◆ Exercise data:

=== Begin Enclosure ===

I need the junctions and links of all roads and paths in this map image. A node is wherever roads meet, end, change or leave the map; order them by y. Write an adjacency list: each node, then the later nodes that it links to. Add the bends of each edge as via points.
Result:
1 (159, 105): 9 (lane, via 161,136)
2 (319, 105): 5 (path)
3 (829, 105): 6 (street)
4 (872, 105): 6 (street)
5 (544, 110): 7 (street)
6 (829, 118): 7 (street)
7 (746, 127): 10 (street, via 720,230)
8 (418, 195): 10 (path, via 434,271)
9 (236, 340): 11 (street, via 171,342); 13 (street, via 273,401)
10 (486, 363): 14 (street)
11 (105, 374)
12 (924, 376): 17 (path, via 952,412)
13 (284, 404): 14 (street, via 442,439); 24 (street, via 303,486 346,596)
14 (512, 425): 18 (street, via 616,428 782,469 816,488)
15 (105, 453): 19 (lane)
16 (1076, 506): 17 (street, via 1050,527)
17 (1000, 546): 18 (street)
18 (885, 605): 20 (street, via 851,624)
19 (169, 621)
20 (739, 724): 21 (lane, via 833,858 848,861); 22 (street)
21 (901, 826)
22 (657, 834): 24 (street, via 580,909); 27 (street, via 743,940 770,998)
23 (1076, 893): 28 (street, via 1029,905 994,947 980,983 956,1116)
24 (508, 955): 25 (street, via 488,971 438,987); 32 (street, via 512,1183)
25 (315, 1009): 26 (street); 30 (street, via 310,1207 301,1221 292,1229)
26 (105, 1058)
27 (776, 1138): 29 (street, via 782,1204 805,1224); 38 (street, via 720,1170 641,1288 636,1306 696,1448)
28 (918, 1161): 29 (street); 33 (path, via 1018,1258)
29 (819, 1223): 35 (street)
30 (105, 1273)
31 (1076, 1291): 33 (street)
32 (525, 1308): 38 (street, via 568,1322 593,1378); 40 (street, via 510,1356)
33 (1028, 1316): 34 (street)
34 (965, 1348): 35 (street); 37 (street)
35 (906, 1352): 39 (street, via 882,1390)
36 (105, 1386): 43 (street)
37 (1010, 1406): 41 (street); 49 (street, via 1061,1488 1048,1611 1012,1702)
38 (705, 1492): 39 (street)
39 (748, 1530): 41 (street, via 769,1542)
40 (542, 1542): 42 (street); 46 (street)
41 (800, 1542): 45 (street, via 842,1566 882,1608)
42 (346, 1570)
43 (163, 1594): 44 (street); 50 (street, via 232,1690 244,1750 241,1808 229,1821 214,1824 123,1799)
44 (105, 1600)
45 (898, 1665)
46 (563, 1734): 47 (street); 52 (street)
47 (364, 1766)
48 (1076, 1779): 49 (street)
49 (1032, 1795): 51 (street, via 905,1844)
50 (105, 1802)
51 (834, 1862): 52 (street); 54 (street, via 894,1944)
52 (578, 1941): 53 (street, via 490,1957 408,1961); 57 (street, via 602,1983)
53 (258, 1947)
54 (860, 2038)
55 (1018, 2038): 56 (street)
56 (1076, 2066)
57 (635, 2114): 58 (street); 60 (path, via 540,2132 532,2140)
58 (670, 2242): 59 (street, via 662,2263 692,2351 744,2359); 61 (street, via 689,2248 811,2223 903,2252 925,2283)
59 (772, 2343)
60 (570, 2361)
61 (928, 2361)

=== End Enclosure ===

◆ Task goal:
From the first line to the last, please quote the material above exactly.

◆ Output below:
I need the junctions and links of all roads and paths in this map image. A node is wherever roads meet, end, change or leave the map; order them by y. Write an adjacency list: each node, then the later nodes that it links to. Add the bends of each edge as via points.
Result:
1 (159, 105): 9 (lane, via 161,136)
2 (319, 105): 5 (path)
3 (829, 105): 6 (street)
4 (872, 105): 6 (street)
5 (544, 110): 7 (street)
6 (829, 118): 7 (street)
7 (746, 127): 10 (street, via 720,230)
8 (418, 195): 10 (path, via 434,271)
9 (236, 340): 11 (street, via 171,342); 13 (street, via 273,401)
10 (486, 363): 14 (street)
11 (105, 374)
12 (924, 376): 17 (path, via 952,412)
13 (284, 404): 14 (street, via 442,439); 24 (street, via 303,486 346,596)
14 (512, 425): 18 (street, via 616,428 782,469 816,488)
15 (105, 453): 19 (lane)
16 (1076, 506): 17 (street, via 1050,527)
17 (1000, 546): 18 (street)
18 (885, 605): 20 (street, via 851,624)
19 (169, 621)
20 (739, 724): 21 (lane, via 833,858 848,861); 22 (street)
21 (901, 826)
22 (657, 834): 24 (street, via 580,909); 27 (street, via 743,940 770,998)
23 (1076, 893): 28 (street, via 1029,905 994,947 980,983 956,1116)
24 (508, 955): 25 (street, via 488,971 438,987); 32 (street, via 512,1183)
25 (315, 1009): 26 (street); 30 (street, via 310,1207 301,1221 292,1229)
26 (105, 1058)
27 (776, 1138): 29 (street, via 782,1204 805,1224); 38 (street, via 720,1170 641,1288 636,1306 696,1448)
28 (918, 1161): 29 (street); 33 (path, via 1018,1258)
29 (819, 1223): 35 (street)
30 (105, 1273)
31 (1076, 1291): 33 (street)
32 (525, 1308): 38 (street, via 568,1322 593,1378); 40 (street, via 510,1356)
33 (1028, 1316): 34 (street)
34 (965, 1348): 35 (street); 37 (street)
35 (906, 1352): 39 (street, via 882,1390)
36 (105, 1386): 43 (street)
37 (1010, 1406): 41 (street); 49 (street, via 1061,1488 1048,1611 1012,1702)
38 (705, 1492): 39 (street)
39 (748, 1530): 41 (street, via 769,1542)
40 (542, 1542): 42 (street); 46 (street)
41 (800, 1542): 45 (street, via 842,1566 882,1608)
42 (346, 1570)
43 (163, 1594): 44 (street); 50 (street, via 232,1690 244,1750 241,1808 229,1821 214,1824 123,1799)
44 (105, 1600)
45 (898, 1665)
46 (563, 1734): 47 (street); 52 (street)
47 (364, 1766)
48 (1076, 1779): 49 (street)
49 (1032, 1795): 51 (street, via 905,1844)
50 (105, 1802)
51 (834, 1862): 52 (street); 54 (street, via 894,1944)
52 (578, 1941): 53 (street, via 490,1957 408,1961); 57 (street, via 602,1983)
53 (258, 1947)
54 (860, 2038)
55 (1018, 2038): 56 (street)
56 (1076, 2066)
57 (635, 2114): 58 (street); 60 (path, via 540,2132 532,2140)
58 (670, 2242): 59 (street, via 662,2263 692,2351 744,2359); 61 (street, via 689,2248 811,2223 903,2252 925,2283)
59 (772, 2343)
60 (570, 2361)
61 (928, 2361)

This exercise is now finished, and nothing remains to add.